ASHG 2015: Highlights from the Platinum Genome Session and More
Thursday, October 15, 2015
During the final days of the ASHG meeting last week in Baltimore, a number of scientists offered great presentations based on data generated with SMRT Sequencing, including an entire session on building platinum genomes. We’ve rounded up the highlights here:
Karyn Meltz Steinberg from Washington University’s McDonnell Genome Institute spoke about building a platinum human assembly from single-haplotype genomes. Her team defines “platinum” as covering at least 98% of the sequence with every contig associated with a chromosome. They use long-read PacBio sequencing for de novo sequencing and assembly, followed by scaffolding with BioNano Genomics or Dovetail Genomics technology. When necessary, they then perform PacBio sequencing of BACs for targeted regions, such as gap-filling. Using CHM13 as an example, she shared several examples of specific genomic regions and assembly challenges, both for short- and long-read data. By combining BioNano mapping with PacBio sequence data, they produced a hybrid assembly with 254 contigs, compared to 1,590 contigs for the initial PacBio assembly lacking BioNano mapping.
Bobby Sebra from the Icahn School of Medicine at Mount Sinai talked about an effort to resolve regions in the human genome — such as complex structural variants — that have not been addressed by NGS or Sanger sequencing. Working with the NA12878 genome, Sebra and his colleagues combined PacBio and Illumina sequence data with BioNano mapping. The resulting assembly filled 28 gaps in the latest human reference genome and featured a multi-megabase contig N50 length. The comparison to GRCh38 confirmed previous studies suggesting that tandem repeats and other structural variants are underrepresented in the reference genome; long-read sequencing can effectively characterize these regions. Sebra noted that many challenging regions in the human genome have implications for pharmacogenomics or disease associations, and that detailing these regions carefully will be important for clinical utility of genomics.
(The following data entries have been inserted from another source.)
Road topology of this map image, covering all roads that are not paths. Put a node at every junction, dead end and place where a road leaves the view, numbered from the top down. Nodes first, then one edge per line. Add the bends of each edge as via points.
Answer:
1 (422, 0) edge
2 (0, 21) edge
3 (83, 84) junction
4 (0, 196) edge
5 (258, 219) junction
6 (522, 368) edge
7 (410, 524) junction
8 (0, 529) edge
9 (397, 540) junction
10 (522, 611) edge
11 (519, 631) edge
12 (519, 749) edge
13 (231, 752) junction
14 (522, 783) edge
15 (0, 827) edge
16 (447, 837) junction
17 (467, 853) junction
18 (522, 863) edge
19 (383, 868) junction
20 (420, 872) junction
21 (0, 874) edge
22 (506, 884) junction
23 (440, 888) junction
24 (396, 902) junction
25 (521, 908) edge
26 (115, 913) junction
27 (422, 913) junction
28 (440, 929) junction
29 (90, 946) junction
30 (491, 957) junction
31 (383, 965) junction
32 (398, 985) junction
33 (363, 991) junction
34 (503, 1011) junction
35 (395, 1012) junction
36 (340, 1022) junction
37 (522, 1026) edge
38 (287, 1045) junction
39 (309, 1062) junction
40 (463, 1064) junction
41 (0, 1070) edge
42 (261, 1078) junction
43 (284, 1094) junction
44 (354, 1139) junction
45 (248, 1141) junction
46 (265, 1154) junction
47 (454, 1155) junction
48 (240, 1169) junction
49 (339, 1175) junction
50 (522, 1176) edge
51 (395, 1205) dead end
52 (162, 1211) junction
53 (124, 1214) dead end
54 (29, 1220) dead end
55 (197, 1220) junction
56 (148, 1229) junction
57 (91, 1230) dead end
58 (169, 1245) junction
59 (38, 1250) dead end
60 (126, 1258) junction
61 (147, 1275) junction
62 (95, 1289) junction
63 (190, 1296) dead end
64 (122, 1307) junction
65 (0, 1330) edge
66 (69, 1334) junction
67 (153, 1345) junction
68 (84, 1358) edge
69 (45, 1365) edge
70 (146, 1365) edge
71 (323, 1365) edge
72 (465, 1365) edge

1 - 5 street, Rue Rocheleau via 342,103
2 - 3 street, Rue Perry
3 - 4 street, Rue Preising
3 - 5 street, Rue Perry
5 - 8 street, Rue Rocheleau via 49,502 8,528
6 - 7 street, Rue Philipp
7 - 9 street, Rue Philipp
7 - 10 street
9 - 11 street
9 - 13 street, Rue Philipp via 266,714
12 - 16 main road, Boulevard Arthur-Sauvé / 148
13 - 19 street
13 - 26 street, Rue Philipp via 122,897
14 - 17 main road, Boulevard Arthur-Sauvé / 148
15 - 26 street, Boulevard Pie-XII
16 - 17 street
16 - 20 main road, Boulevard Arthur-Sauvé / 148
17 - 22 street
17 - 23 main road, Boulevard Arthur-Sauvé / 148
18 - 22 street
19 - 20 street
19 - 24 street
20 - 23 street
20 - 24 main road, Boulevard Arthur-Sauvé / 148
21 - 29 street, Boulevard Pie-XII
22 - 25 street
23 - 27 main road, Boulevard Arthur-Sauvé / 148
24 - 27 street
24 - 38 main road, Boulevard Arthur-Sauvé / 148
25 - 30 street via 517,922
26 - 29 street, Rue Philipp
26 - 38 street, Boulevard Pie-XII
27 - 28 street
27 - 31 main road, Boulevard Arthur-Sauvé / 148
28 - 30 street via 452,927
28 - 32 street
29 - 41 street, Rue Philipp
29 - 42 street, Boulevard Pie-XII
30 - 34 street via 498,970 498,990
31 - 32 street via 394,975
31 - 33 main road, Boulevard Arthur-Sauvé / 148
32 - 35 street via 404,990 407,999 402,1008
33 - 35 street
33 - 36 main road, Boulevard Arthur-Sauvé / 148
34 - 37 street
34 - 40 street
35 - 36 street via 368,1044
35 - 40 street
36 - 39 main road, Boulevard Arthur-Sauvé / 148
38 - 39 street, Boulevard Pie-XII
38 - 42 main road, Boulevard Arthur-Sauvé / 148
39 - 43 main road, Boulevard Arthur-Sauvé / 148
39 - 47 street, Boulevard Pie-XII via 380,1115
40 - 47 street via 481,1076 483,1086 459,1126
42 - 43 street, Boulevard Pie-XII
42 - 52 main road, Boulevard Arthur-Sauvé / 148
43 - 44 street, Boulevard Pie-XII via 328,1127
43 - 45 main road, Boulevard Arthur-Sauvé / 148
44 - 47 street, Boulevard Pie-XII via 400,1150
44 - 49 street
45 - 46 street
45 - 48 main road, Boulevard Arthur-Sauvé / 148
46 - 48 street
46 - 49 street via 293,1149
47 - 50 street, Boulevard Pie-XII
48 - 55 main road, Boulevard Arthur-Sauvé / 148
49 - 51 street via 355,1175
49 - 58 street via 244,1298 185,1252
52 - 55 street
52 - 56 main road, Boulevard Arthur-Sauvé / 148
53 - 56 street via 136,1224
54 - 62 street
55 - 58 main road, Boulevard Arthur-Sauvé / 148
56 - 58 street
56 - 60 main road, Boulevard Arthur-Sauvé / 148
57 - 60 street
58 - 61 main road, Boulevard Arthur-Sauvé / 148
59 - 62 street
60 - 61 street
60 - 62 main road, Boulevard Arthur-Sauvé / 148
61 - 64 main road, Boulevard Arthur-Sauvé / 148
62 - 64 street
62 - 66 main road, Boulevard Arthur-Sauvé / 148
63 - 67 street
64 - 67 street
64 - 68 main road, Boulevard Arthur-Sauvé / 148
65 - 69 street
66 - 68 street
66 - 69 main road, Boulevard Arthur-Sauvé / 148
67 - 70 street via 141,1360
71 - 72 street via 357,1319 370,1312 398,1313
In that same session, Justin Zook from the National Institute of Standards and Technology presented on progress at the Genome in a Bottle consortium, including some upcoming reference genomes from Han Chinese and Ashkenazi Jewish family trios. These new genomes have been generated with a number of sequencing technologies, including ones from PacBio, BioNano, 10X, Complete Genomics, Oxford Nanopore, and others. GIAB has already released some reference materials, which scientists are using to help validate variant calls for their own genome assemblies. Zook mentioned tools produced by the CDC and underway at the Global Alliance to allow scientists to compare sequencing data to what other projects have reported. They’re also working on analysis tools to show confidence scores for structural variant calls.
In a separate session, Kiana Mohajeri from the University of Washington reported on a region of chromosome 8 that features the largest known inversion variant in the human genome; it spans several megabases and includes several segmental duplications. Seeking to determine the evolutionary history of this region and to better understand the variation found in human genomes, the team sequenced more than 70 BAC clones with SMRT Sequencing. They produced a gap-free 6.2 Mb tiling path with 99.999% accuracy — a far more complete and contiguous sequence than the human reference genome has for this region. The tiling path shows four inversion-associated repeats with 98% sequence identity flanking the internal inversions. By comparing the region to other primate genomes, they theorize that it was formed between 200,000 and 800,000 years ago, but note that the oldest of the repeats appears to be 19 million years old.